年上といえば、17歳の頃のことでした。知り合いが働いていた引っ越し業者の同僚の、25歳の男性と一時期、そういう関係だったことがありました(※東京都青少年の健全な育成に関する条例が施行される前のことです)。定期的に会ってはいたけれどいつも夜で、どこに行くこともなく、ただ車の中でしゃべってイタす……といった具合で、好きではあったけれど、別にそれ以上のことを求めたいわけでもなく、その関係に満足していた。

しかし、あるとき、わたしの両親の知れることとなり「そんな年上の人と付き合うなんて、絶対にダメ! 許さない!」と激昂されました。不服に思ったわたしは夏休みだったこともあって家出を決行。「男のところに行ったに違いない!」とパニックになった両親は、どうにかして25歳男性の身元を突き止めて「うちの娘を隠しているだろ」と詰め寄ったそうですが、「隠しているもなにも、僕には同棲している彼女がいますし」と、あっさりといなされたそうです。

わたしは親が留守がちな女友達の家に泊めてもらった末、一週間後に自宅に戻ったのですが「あの男の人ね、ちゃんと大人の恋人がいて、その女の人と暮らしているらしいわよ」と哀れみの表情を浮かべつつも、鬼の首を取ったかのように言う母に、心の中で「そんなこと、わかっとったわい」と吐き返したことを今でも覚えています。
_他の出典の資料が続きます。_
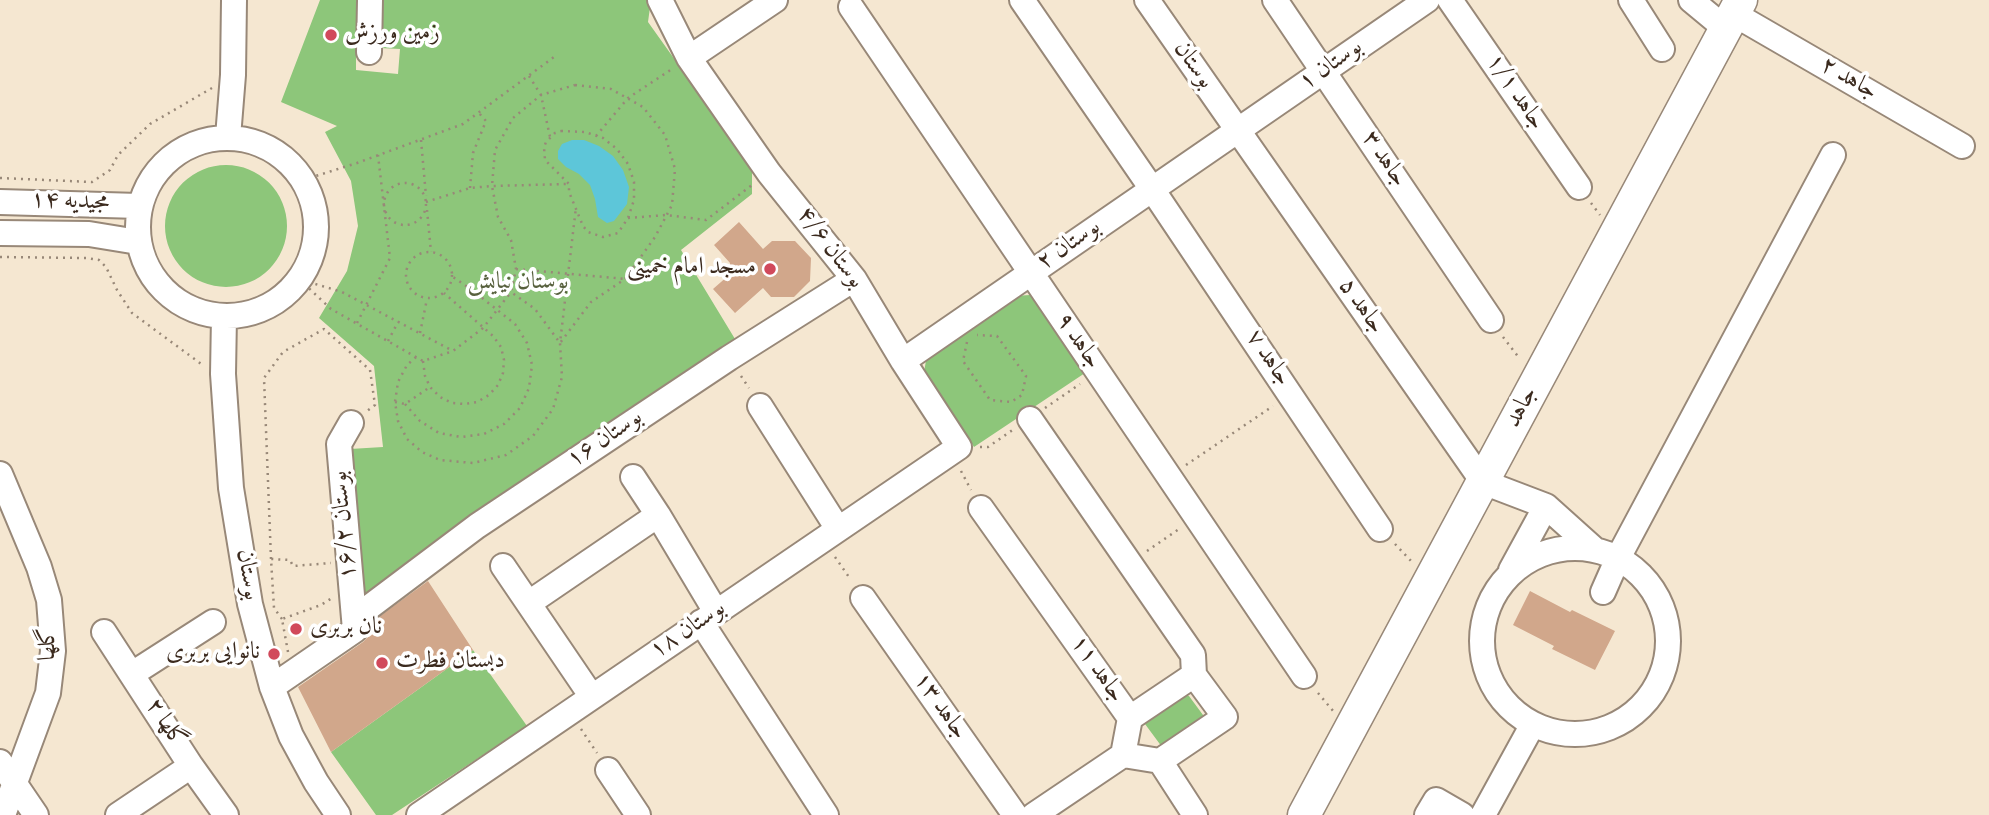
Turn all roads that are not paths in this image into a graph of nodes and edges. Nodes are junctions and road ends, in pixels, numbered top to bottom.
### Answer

さて現在、女子高生をセフレにしていた彼についてどう思うか。正直なところ、「あの男、未成年を搾取しやがって」という怒りなどはまったくなく、むしろ「あの関係を、もっと続けたかったのに、パターナリスティックな介入でだいなしになってしまって悔しい」という気持ちがあります。17歳と25歳の愚行は、もう今では許されない世の中ですけども。